Word for word, restate every entry that follows.

----

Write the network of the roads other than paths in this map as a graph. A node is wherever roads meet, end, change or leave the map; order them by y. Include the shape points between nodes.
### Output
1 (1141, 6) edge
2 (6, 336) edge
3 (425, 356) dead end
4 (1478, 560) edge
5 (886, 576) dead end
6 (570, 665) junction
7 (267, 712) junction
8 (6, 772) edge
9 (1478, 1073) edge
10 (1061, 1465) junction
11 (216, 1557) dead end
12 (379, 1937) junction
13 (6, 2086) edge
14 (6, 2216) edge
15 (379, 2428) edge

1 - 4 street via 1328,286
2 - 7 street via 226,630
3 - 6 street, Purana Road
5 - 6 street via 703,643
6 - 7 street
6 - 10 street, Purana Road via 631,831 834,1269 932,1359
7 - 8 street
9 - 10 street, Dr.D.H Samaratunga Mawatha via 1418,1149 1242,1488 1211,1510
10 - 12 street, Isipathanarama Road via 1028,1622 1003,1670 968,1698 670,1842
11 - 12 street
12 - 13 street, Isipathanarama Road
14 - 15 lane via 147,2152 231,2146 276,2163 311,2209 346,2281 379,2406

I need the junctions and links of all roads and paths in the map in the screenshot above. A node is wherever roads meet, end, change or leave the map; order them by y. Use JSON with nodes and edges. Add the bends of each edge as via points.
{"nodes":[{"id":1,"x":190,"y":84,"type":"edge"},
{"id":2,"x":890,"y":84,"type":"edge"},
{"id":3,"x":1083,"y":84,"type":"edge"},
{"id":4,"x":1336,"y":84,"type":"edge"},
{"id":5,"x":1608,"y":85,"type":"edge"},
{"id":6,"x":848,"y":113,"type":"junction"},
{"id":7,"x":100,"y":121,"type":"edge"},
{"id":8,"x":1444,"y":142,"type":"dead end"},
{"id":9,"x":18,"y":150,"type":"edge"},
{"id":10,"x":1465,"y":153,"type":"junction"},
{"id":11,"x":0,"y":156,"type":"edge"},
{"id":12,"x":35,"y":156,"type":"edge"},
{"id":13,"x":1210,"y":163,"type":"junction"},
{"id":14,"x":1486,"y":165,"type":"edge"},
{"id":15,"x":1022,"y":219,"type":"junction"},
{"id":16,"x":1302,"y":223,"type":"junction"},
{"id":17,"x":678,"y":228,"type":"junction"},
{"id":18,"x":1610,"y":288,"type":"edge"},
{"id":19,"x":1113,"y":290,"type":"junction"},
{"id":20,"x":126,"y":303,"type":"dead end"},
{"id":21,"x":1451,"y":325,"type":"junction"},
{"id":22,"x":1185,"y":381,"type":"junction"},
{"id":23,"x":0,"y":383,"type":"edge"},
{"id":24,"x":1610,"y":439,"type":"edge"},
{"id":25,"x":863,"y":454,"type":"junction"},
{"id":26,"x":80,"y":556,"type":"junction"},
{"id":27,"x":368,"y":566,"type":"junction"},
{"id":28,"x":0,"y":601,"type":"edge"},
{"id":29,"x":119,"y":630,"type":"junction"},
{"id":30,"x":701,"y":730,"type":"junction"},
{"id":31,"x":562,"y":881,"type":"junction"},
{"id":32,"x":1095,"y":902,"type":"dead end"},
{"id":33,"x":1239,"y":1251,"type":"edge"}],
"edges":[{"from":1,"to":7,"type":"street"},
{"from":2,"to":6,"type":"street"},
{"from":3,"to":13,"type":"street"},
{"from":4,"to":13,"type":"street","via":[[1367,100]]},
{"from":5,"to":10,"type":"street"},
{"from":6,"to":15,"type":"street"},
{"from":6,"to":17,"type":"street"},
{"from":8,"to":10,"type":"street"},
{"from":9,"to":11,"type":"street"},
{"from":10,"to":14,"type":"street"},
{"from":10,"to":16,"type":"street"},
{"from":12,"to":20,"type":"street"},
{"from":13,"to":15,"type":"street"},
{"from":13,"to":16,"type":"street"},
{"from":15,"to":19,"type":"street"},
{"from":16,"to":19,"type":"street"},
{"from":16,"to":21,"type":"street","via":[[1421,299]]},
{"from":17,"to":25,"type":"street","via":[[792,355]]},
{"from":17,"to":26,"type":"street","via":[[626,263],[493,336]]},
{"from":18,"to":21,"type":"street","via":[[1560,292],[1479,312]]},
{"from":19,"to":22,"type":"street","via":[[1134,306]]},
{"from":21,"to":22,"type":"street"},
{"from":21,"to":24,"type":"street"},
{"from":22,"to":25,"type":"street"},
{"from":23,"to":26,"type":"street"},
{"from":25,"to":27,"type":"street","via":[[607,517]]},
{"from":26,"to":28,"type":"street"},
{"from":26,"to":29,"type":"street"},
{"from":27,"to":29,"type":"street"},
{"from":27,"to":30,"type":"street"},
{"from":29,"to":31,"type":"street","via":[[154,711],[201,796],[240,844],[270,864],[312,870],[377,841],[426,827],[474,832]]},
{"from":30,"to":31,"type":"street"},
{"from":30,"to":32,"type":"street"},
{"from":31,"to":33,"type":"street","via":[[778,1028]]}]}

----

• Solution:
Write the network of the roads other than paths in this map as a graph. A node is wherever roads meet, end, change or leave the map; order them by y. Include the shape points between nodes.
### Output
1 (1141, 6) edge
2 (6, 336) edge
3 (425, 356) dead end
4 (1478, 560) edge
5 (886, 576) dead end
6 (570, 665) junction
7 (267, 712) junction
8 (6, 772) edge
9 (1478, 1073) edge
10 (1061, 1465) junction
11 (216, 1557) dead end
12 (379, 1937) junction
13 (6, 2086) edge
14 (6, 2216) edge
15 (379, 2428) edge

1 - 4 street via 1328,286
2 - 7 street via 226,630
3 - 6 street, Purana Road
5 - 6 street via 703,643
6 - 7 street
6 - 10 street, Purana Road via 631,831 834,1269 932,1359
7 - 8 street
9 - 10 street, Dr.D.H Samaratunga Mawatha via 1418,1149 1242,1488 1211,1510
10 - 12 street, Isipathanarama Road via 1028,1622 1003,1670 968,1698 670,1842
11 - 12 street
12 - 13 street, Isipathanarama Road
14 - 15 lane via 147,2152 231,2146 276,2163 311,2209 346,2281 379,2406

I need the junctions and links of all roads and paths in the map in the screenshot above. A node is wherever roads meet, end, change or leave the map; order them by y. Use JSON with nodes and edges. Add the bends of each edge as via points.
{"nodes":[{"id":1,"x":190,"y":84,"type":"edge"},
{"id":2,"x":890,"y":84,"type":"edge"},
{"id":3,"x":1083,"y":84,"type":"edge"},
{"id":4,"x":1336,"y":84,"type":"edge"},
{"id":5,"x":1608,"y":85,"type":"edge"},
{"id":6,"x":848,"y":113,"type":"junction"},
{"id":7,"x":100,"y":121,"type":"edge"},
{"id":8,"x":1444,"y":142,"type":"dead end"},
{"id":9,"x":18,"y":150,"type":"edge"},
{"id":10,"x":1465,"y":153,"type":"junction"},
{"id":11,"x":0,"y":156,"type":"edge"},
{"id":12,"x":35,"y":156,"type":"edge"},
{"id":13,"x":1210,"y":163,"type":"junction"},
{"id":14,"x":1486,"y":165,"type":"edge"},
{"id":15,"x":1022,"y":219,"type":"junction"},
{"id":16,"x":1302,"y":223,"type":"junction"},
{"id":17,"x":678,"y":228,"type":"junction"},
{"id":18,"x":1610,"y":288,"type":"edge"},
{"id":19,"x":1113,"y":290,"type":"junction"},
{"id":20,"x":126,"y":303,"type":"dead end"},
{"id":21,"x":1451,"y":325,"type":"junction"},
{"id":22,"x":1185,"y":381,"type":"junction"},
{"id":23,"x":0,"y":383,"type":"edge"},
{"id":24,"x":1610,"y":439,"type":"edge"},
{"id":25,"x":863,"y":454,"type":"junction"},
{"id":26,"x":80,"y":556,"type":"junction"},
{"id":27,"x":368,"y":566,"type":"junction"},
{"id":28,"x":0,"y":601,"type":"edge"},
{"id":29,"x":119,"y":630,"type":"junction"},
{"id":30,"x":701,"y":730,"type":"junction"},
{"id":31,"x":562,"y":881,"type":"junction"},
{"id":32,"x":1095,"y":902,"type":"dead end"},
{"id":33,"x":1239,"y":1251,"type":"edge"}],
"edges":[{"from":1,"to":7,"type":"street"},
{"from":2,"to":6,"type":"street"},
{"from":3,"to":13,"type":"street"},
{"from":4,"to":13,"type":"street","via":[[1367,100]]},
{"from":5,"to":10,"type":"street"},
{"from":6,"to":15,"type":"street"},
{"from":6,"to":17,"type":"street"},
{"from":8,"to":10,"type":"street"},
{"from":9,"to":11,"type":"street"},
{"from":10,"to":14,"type":"street"},
{"from":10,"to":16,"type":"street"},
{"from":12,"to":20,"type":"street"},
{"from":13,"to":15,"type":"street"},
{"from":13,"to":16,"type":"street"},
{"from":15,"to":19,"type":"street"},
{"from":16,"to":19,"type":"street"},
{"from":16,"to":21,"type":"street","via":[[1421,299]]},
{"from":17,"to":25,"type":"street","via":[[792,355]]},
{"from":17,"to":26,"type":"street","via":[[626,263],[493,336]]},
{"from":18,"to":21,"type":"street","via":[[1560,292],[1479,312]]},
{"from":19,"to":22,"type":"street","via":[[1134,306]]},
{"from":21,"to":22,"type":"street"},
{"from":21,"to":24,"type":"street"},
{"from":22,"to":25,"type":"street"},
{"from":23,"to":26,"type":"street"},
{"from":25,"to":27,"type":"street","via":[[607,517]]},
{"from":26,"to":28,"type":"street"},
{"from":26,"to":29,"type":"street"},
{"from":27,"to":29,"type":"street"},
{"from":27,"to":30,"type":"street"},
{"from":29,"to":31,"type":"street","via":[[154,711],[201,796],[240,844],[270,864],[312,870],[377,841],[426,827],[474,832]]},
{"from":30,"to":31,"type":"street"},
{"from":30,"to":32,"type":"street"},
{"from":31,"to":33,"type":"street","via":[[778,1028]]}]}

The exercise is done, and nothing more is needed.